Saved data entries
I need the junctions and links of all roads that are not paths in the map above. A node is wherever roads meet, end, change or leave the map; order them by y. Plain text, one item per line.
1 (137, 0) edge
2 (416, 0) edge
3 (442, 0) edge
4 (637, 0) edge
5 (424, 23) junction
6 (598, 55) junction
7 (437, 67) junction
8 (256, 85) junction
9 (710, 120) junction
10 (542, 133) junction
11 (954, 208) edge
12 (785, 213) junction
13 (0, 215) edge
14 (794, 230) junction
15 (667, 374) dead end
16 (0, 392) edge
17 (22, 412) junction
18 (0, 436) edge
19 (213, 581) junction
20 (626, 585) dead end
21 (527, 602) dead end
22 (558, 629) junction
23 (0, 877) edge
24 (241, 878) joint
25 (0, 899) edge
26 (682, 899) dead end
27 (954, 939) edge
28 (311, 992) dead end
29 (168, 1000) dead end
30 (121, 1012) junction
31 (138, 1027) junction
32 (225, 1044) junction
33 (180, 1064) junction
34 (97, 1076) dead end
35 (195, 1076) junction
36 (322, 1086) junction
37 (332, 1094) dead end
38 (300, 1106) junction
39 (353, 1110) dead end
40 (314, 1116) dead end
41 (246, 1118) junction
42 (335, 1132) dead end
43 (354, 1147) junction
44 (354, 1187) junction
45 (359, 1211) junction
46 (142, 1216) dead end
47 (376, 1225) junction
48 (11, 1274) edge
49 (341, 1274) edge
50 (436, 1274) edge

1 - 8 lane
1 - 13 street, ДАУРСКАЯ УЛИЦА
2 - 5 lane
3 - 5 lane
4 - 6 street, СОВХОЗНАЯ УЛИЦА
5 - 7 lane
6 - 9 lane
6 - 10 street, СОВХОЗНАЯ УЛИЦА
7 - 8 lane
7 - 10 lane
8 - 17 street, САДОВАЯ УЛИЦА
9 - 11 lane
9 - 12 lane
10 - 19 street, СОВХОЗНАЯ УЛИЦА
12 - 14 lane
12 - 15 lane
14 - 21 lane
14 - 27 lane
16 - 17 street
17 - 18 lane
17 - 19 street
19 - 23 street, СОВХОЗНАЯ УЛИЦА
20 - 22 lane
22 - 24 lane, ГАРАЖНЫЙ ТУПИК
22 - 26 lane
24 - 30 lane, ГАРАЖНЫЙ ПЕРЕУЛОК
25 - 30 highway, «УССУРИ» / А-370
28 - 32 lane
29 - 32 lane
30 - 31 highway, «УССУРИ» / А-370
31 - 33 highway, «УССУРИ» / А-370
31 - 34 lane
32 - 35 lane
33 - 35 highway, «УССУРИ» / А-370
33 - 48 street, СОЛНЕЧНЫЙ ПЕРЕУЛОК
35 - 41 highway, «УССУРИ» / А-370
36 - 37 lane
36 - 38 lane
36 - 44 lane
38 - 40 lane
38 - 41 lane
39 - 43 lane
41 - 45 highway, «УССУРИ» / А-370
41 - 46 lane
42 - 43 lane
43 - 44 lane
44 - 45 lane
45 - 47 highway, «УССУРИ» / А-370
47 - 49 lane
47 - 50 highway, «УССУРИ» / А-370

Task description |
Give the data back in full, exactly as written.

Result of this task |
I need the junctions and links of all roads that are not paths in the map above. A node is wherever roads meet, end, change or leave the map; order them by y. Plain text, one item per line.
1 (137, 0) edge
2 (416, 0) edge
3 (442, 0) edge
4 (637, 0) edge
5 (424, 23) junction
6 (598, 55) junction
7 (437, 67) junction
8 (256, 85) junction
9 (710, 120) junction
10 (542, 133) junction
11 (954, 208) edge
12 (785, 213) junction
13 (0, 215) edge
14 (794, 230) junction
15 (667, 374) dead end
16 (0, 392) edge
17 (22, 412) junction
18 (0, 436) edge
19 (213, 581) junction
20 (626, 585) dead end
21 (527, 602) dead end
22 (558, 629) junction
23 (0, 877) edge
24 (241, 878) joint
25 (0, 899) edge
26 (682, 899) dead end
27 (954, 939) edge
28 (311, 992) dead end
29 (168, 1000) dead end
30 (121, 1012) junction
31 (138, 1027) junction
32 (225, 1044) junction
33 (180, 1064) junction
34 (97, 1076) dead end
35 (195, 1076) junction
36 (322, 1086) junction
37 (332, 1094) dead end
38 (300, 1106) junction
39 (353, 1110) dead end
40 (314, 1116) dead end
41 (246, 1118) junction
42 (335, 1132) dead end
43 (354, 1147) junction
44 (354, 1187) junction
45 (359, 1211) junction
46 (142, 1216) dead end
47 (376, 1225) junction
48 (11, 1274) edge
49 (341, 1274) edge
50 (436, 1274) edge

1 - 8 lane
1 - 13 street, ДАУРСКАЯ УЛИЦА
2 - 5 lane
3 - 5 lane
4 - 6 street, СОВХОЗНАЯ УЛИЦА
5 - 7 lane
6 - 9 lane
6 - 10 street, СОВХОЗНАЯ УЛИЦА
7 - 8 lane
7 - 10 lane
8 - 17 street, САДОВАЯ УЛИЦА
9 - 11 lane
9 - 12 lane
10 - 19 street, СОВХОЗНАЯ УЛИЦА
12 - 14 lane
12 - 15 lane
14 - 21 lane
14 - 27 lane
16 - 17 street
17 - 18 lane
17 - 19 street
19 - 23 street, СОВХОЗНАЯ УЛИЦА
20 - 22 lane
22 - 24 lane, ГАРАЖНЫЙ ТУПИК
22 - 26 lane
24 - 30 lane, ГАРАЖНЫЙ ПЕРЕУЛОК
25 - 30 highway, «УССУРИ» / А-370
28 - 32 lane
29 - 32 lane
30 - 31 highway, «УССУРИ» / А-370
31 - 33 highway, «УССУРИ» / А-370
31 - 34 lane
32 - 35 lane
33 - 35 highway, «УССУРИ» / А-370
33 - 48 street, СОЛНЕЧНЫЙ ПЕРЕУЛОК
35 - 41 highway, «УССУРИ» / А-370
36 - 37 lane
36 - 38 lane
36 - 44 lane
38 - 40 lane
38 - 41 lane
39 - 43 lane
41 - 45 highway, «УССУРИ» / А-370
41 - 46 lane
42 - 43 lane
43 - 44 lane
44 - 45 lane
45 - 47 highway, «УССУРИ» / А-370
47 - 49 lane
47 - 50 highway, «УССУРИ» / А-370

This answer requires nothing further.